* **TASK DESCRIPTION**: Exactly reproduce each entry, leaving out nothing.

[Stored data entries]
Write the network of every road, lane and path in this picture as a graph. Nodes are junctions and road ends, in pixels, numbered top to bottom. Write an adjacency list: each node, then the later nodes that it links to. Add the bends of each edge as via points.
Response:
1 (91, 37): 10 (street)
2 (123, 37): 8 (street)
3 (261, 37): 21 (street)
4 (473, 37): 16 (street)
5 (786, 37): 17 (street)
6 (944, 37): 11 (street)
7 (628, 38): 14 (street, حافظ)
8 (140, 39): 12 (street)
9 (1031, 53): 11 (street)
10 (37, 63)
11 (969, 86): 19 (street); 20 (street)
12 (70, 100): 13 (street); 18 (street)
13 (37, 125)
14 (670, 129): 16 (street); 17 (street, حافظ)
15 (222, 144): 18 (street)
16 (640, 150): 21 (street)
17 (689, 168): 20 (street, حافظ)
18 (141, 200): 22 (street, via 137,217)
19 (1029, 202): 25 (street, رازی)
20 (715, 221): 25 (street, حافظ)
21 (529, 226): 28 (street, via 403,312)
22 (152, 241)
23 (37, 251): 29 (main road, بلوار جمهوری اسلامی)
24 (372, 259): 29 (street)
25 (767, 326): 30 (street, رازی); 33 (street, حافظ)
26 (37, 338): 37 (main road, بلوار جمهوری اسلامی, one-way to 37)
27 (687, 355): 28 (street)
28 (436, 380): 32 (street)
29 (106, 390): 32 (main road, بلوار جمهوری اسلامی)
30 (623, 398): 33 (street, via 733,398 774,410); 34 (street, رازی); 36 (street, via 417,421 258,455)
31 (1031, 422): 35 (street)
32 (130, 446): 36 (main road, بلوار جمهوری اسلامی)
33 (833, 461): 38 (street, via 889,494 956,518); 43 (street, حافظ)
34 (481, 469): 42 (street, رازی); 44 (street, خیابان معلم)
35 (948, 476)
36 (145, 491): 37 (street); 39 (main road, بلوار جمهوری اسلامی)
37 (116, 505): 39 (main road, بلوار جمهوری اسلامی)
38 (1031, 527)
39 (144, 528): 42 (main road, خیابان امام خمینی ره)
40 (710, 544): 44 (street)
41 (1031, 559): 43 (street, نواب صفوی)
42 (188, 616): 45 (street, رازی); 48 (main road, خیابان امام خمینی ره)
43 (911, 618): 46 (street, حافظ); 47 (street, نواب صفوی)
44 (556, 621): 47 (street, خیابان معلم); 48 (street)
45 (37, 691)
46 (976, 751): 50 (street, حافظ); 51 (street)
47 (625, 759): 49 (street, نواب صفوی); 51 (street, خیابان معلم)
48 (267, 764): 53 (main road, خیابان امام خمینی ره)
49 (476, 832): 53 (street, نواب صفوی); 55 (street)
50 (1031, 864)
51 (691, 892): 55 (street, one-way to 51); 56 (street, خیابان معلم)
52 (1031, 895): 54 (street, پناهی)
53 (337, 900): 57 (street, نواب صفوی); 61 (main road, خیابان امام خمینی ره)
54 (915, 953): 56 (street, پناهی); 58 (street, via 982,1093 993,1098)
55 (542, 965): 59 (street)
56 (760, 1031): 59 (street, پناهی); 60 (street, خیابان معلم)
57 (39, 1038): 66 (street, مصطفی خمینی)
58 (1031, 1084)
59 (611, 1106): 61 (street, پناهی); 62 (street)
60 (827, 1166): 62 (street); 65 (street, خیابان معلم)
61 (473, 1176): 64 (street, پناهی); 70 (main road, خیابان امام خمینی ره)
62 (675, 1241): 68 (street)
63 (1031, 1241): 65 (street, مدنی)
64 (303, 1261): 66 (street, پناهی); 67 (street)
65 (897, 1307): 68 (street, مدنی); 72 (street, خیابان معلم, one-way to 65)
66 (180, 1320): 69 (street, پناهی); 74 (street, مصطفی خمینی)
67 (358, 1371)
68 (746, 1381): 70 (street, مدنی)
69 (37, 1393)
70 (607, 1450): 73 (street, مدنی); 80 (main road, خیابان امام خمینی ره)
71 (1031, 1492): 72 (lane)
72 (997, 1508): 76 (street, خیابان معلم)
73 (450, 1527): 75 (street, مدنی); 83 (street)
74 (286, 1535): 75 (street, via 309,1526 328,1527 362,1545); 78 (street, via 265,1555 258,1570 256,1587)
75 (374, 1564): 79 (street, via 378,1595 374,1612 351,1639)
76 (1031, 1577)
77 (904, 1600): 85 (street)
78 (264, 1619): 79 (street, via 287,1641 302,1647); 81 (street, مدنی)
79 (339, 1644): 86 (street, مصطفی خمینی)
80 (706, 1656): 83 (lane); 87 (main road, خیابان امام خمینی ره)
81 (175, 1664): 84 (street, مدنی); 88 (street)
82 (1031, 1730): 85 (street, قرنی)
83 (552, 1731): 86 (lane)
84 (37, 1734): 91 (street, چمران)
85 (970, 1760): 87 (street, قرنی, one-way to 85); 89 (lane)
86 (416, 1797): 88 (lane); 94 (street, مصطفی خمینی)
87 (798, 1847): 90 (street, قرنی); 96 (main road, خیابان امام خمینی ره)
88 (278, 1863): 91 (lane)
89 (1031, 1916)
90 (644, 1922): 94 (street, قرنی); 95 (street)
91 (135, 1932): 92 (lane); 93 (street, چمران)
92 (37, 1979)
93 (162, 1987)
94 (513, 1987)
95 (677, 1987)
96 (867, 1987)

* **YOUR SOLUTION**:
Write the network of every road, lane and path in this picture as a graph. Nodes are junctions and road ends, in pixels, numbered top to bottom. Write an adjacency list: each node, then the later nodes that it links to. Add the bends of each edge as via points.
Response:
1 (91, 37): 10 (street)
2 (123, 37): 8 (street)
3 (261, 37): 21 (street)
4 (473, 37): 16 (street)
5 (786, 37): 17 (street)
6 (944, 37): 11 (street)
7 (628, 38): 14 (street, حافظ)
8 (140, 39): 12 (street)
9 (1031, 53): 11 (street)
10 (37, 63)
11 (969, 86): 19 (street); 20 (street)
12 (70, 100): 13 (street); 18 (street)
13 (37, 125)
14 (670, 129): 16 (street); 17 (street, حافظ)
15 (222, 144): 18 (street)
16 (640, 150): 21 (street)
17 (689, 168): 20 (street, حافظ)
18 (141, 200): 22 (street, via 137,217)
19 (1029, 202): 25 (street, رازی)
20 (715, 221): 25 (street, حافظ)
21 (529, 226): 28 (street, via 403,312)
22 (152, 241)
23 (37, 251): 29 (main road, بلوار جمهوری اسلامی)
24 (372, 259): 29 (street)
25 (767, 326): 30 (street, رازی); 33 (street, حافظ)
26 (37, 338): 37 (main road, بلوار جمهوری اسلامی, one-way to 37)
27 (687, 355): 28 (street)
28 (436, 380): 32 (street)
29 (106, 390): 32 (main road, بلوار جمهوری اسلامی)
30 (623, 398): 33 (street, via 733,398 774,410); 34 (street, رازی); 36 (street, via 417,421 258,455)
31 (1031, 422): 35 (street)
32 (130, 446): 36 (main road, بلوار جمهوری اسلامی)
33 (833, 461): 38 (street, via 889,494 956,518); 43 (street, حافظ)
34 (481, 469): 42 (street, رازی); 44 (street, خیابان معلم)
35 (948, 476)
36 (145, 491): 37 (street); 39 (main road, بلوار جمهوری اسلامی)
37 (116, 505): 39 (main road, بلوار جمهوری اسلامی)
38 (1031, 527)
39 (144, 528): 42 (main road, خیابان امام خمینی ره)
40 (710, 544): 44 (street)
41 (1031, 559): 43 (street, نواب صفوی)
42 (188, 616): 45 (street, رازی); 48 (main road, خیابان امام خمینی ره)
43 (911, 618): 46 (street, حافظ); 47 (street, نواب صفوی)
44 (556, 621): 47 (street, خیابان معلم); 48 (street)
45 (37, 691)
46 (976, 751): 50 (street, حافظ); 51 (street)
47 (625, 759): 49 (street, نواب صفوی); 51 (street, خیابان معلم)
48 (267, 764): 53 (main road, خیابان امام خمینی ره)
49 (476, 832): 53 (street, نواب صفوی); 55 (street)
50 (1031, 864)
51 (691, 892): 55 (street, one-way to 51); 56 (street, خیابان معلم)
52 (1031, 895): 54 (street, پناهی)
53 (337, 900): 57 (street, نواب صفوی); 61 (main road, خیابان امام خمینی ره)
54 (915, 953): 56 (street, پناهی); 58 (street, via 982,1093 993,1098)
55 (542, 965): 59 (street)
56 (760, 1031): 59 (street, پناهی); 60 (street, خیابان معلم)
57 (39, 1038): 66 (street, مصطفی خمینی)
58 (1031, 1084)
59 (611, 1106): 61 (street, پناهی); 62 (street)
60 (827, 1166): 62 (street); 65 (street, خیابان معلم)
61 (473, 1176): 64 (street, پناهی); 70 (main road, خیابان امام خمینی ره)
62 (675, 1241): 68 (street)
63 (1031, 1241): 65 (street, مدنی)
64 (303, 1261): 66 (street, پناهی); 67 (street)
65 (897, 1307): 68 (street, مدنی); 72 (street, خیابان معلم, one-way to 65)
66 (180, 1320): 69 (street, پناهی); 74 (street, مصطفی خمینی)
67 (358, 1371)
68 (746, 1381): 70 (street, مدنی)
69 (37, 1393)
70 (607, 1450): 73 (street, مدنی); 80 (main road, خیابان امام خمینی ره)
71 (1031, 1492): 72 (lane)
72 (997, 1508): 76 (street, خیابان معلم)
73 (450, 1527): 75 (street, مدنی); 83 (street)
74 (286, 1535): 75 (street, via 309,1526 328,1527 362,1545); 78 (street, via 265,1555 258,1570 256,1587)
75 (374, 1564): 79 (street, via 378,1595 374,1612 351,1639)
76 (1031, 1577)
77 (904, 1600): 85 (street)
78 (264, 1619): 79 (street, via 287,1641 302,1647); 81 (street, مدنی)
79 (339, 1644): 86 (street, مصطفی خمینی)
80 (706, 1656): 83 (lane); 87 (main road, خیابان امام خمینی ره)
81 (175, 1664): 84 (street, مدنی); 88 (street)
82 (1031, 1730): 85 (street, قرنی)
83 (552, 1731): 86 (lane)
84 (37, 1734): 91 (street, چمران)
85 (970, 1760): 87 (street, قرنی, one-way to 85); 89 (lane)
86 (416, 1797): 88 (lane); 94 (street, مصطفی خمینی)
87 (798, 1847): 90 (street, قرنی); 96 (main road, خیابان امام خمینی ره)
88 (278, 1863): 91 (lane)
89 (1031, 1916)
90 (644, 1922): 94 (street, قرنی); 95 (street)
91 (135, 1932): 92 (lane); 93 (street, چمران)
92 (37, 1979)
93 (162, 1987)
94 (513, 1987)
95 (677, 1987)
96 (867, 1987)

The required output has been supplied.